ACTION ITEM: An exact copy of the data is required. No picture may appear in it.
::: AVAILABLE RECORDS :::
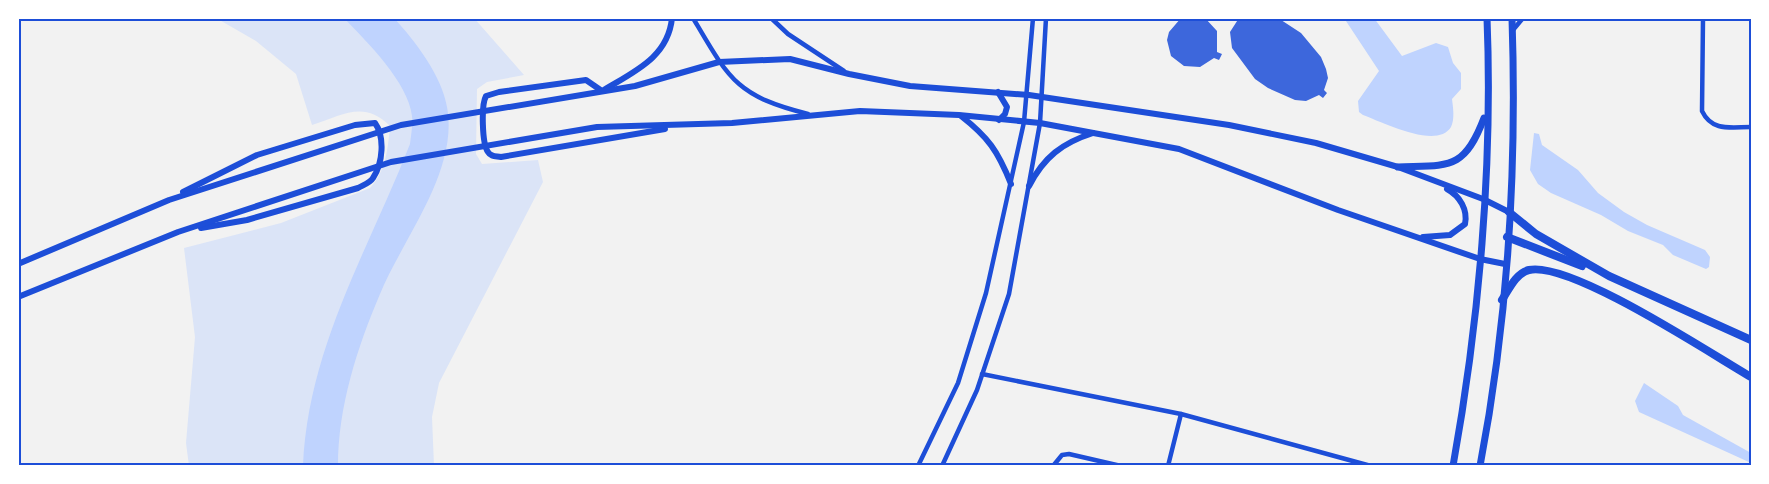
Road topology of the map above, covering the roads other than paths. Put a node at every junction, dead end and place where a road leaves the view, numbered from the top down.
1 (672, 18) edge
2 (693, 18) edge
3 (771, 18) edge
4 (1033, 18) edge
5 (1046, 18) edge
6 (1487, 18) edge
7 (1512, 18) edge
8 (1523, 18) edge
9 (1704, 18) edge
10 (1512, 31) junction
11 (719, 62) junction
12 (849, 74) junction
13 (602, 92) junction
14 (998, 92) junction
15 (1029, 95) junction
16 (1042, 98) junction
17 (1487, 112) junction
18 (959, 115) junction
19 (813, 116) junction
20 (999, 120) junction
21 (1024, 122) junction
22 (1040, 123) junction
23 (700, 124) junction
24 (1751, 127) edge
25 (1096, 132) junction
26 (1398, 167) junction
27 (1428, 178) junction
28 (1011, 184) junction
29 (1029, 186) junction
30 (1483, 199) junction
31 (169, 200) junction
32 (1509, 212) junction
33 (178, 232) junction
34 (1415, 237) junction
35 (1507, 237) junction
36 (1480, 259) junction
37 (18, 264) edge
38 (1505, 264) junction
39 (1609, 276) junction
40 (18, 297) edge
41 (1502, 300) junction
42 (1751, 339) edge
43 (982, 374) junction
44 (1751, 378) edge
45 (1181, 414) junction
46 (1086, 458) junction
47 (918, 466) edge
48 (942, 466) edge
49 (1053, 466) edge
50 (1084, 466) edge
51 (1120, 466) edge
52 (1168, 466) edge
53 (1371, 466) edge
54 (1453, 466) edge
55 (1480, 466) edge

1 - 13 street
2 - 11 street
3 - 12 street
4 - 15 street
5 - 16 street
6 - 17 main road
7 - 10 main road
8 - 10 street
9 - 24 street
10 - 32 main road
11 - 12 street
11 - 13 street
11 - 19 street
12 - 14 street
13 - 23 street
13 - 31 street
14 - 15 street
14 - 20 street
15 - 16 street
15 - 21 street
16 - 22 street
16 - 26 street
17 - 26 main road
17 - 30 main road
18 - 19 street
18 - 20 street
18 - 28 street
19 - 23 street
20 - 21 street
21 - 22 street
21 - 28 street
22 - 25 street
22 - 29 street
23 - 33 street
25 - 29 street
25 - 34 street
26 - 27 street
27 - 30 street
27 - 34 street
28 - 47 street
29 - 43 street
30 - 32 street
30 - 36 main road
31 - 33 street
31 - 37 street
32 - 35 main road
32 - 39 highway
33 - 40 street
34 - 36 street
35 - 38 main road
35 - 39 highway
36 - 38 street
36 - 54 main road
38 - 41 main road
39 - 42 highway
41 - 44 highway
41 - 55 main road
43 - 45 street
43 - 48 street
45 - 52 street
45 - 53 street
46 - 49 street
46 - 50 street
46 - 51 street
:::
REPLY:
Road topology of the map above, covering the roads other than paths. Put a node at every junction, dead end and place where a road leaves the view, numbered from the top down.
1 (672, 18) edge
2 (693, 18) edge
3 (771, 18) edge
4 (1033, 18) edge
5 (1046, 18) edge
6 (1487, 18) edge
7 (1512, 18) edge
8 (1523, 18) edge
9 (1704, 18) edge
10 (1512, 31) junction
11 (719, 62) junction
12 (849, 74) junction
13 (602, 92) junction
14 (998, 92) junction
15 (1029, 95) junction
16 (1042, 98) junction
17 (1487, 112) junction
18 (959, 115) junction
19 (813, 116) junction
20 (999, 120) junction
21 (1024, 122) junction
22 (1040, 123) junction
23 (700, 124) junction
24 (1751, 127) edge
25 (1096, 132) junction
26 (1398, 167) junction
27 (1428, 178) junction
28 (1011, 184) junction
29 (1029, 186) junction
30 (1483, 199) junction
31 (169, 200) junction
32 (1509, 212) junction
33 (178, 232) junction
34 (1415, 237) junction
35 (1507, 237) junction
36 (1480, 259) junction
37 (18, 264) edge
38 (1505, 264) junction
39 (1609, 276) junction
40 (18, 297) edge
41 (1502, 300) junction
42 (1751, 339) edge
43 (982, 374) junction
44 (1751, 378) edge
45 (1181, 414) junction
46 (1086, 458) junction
47 (918, 466) edge
48 (942, 466) edge
49 (1053, 466) edge
50 (1084, 466) edge
51 (1120, 466) edge
52 (1168, 466) edge
53 (1371, 466) edge
54 (1453, 466) edge
55 (1480, 466) edge

1 - 13 street
2 - 11 street
3 - 12 street
4 - 15 street
5 - 16 street
6 - 17 main road
7 - 10 main road
8 - 10 street
9 - 24 street
10 - 32 main road
11 - 12 street
11 - 13 street
11 - 19 street
12 - 14 street
13 - 23 street
13 - 31 street
14 - 15 street
14 - 20 street
15 - 16 street
15 - 21 street
16 - 22 street
16 - 26 street
17 - 26 main road
17 - 30 main road
18 - 19 street
18 - 20 street
18 - 28 street
19 - 23 street
20 - 21 street
21 - 22 street
21 - 28 street
22 - 25 street
22 - 29 street
23 - 33 street
25 - 29 street
25 - 34 street
26 - 27 street
27 - 30 street
27 - 34 street
28 - 47 street
29 - 43 street
30 - 32 street
30 - 36 main road
31 - 33 street
31 - 37 street
32 - 35 main road
32 - 39 highway
33 - 40 street
34 - 36 street
35 - 38 main road
35 - 39 highway
36 - 38 street
36 - 54 main road
38 - 41 main road
39 - 42 highway
41 - 44 highway
41 - 55 main road
43 - 45 street
43 - 48 street
45 - 52 street
45 - 53 street
46 - 49 street
46 - 50 street
46 - 51 street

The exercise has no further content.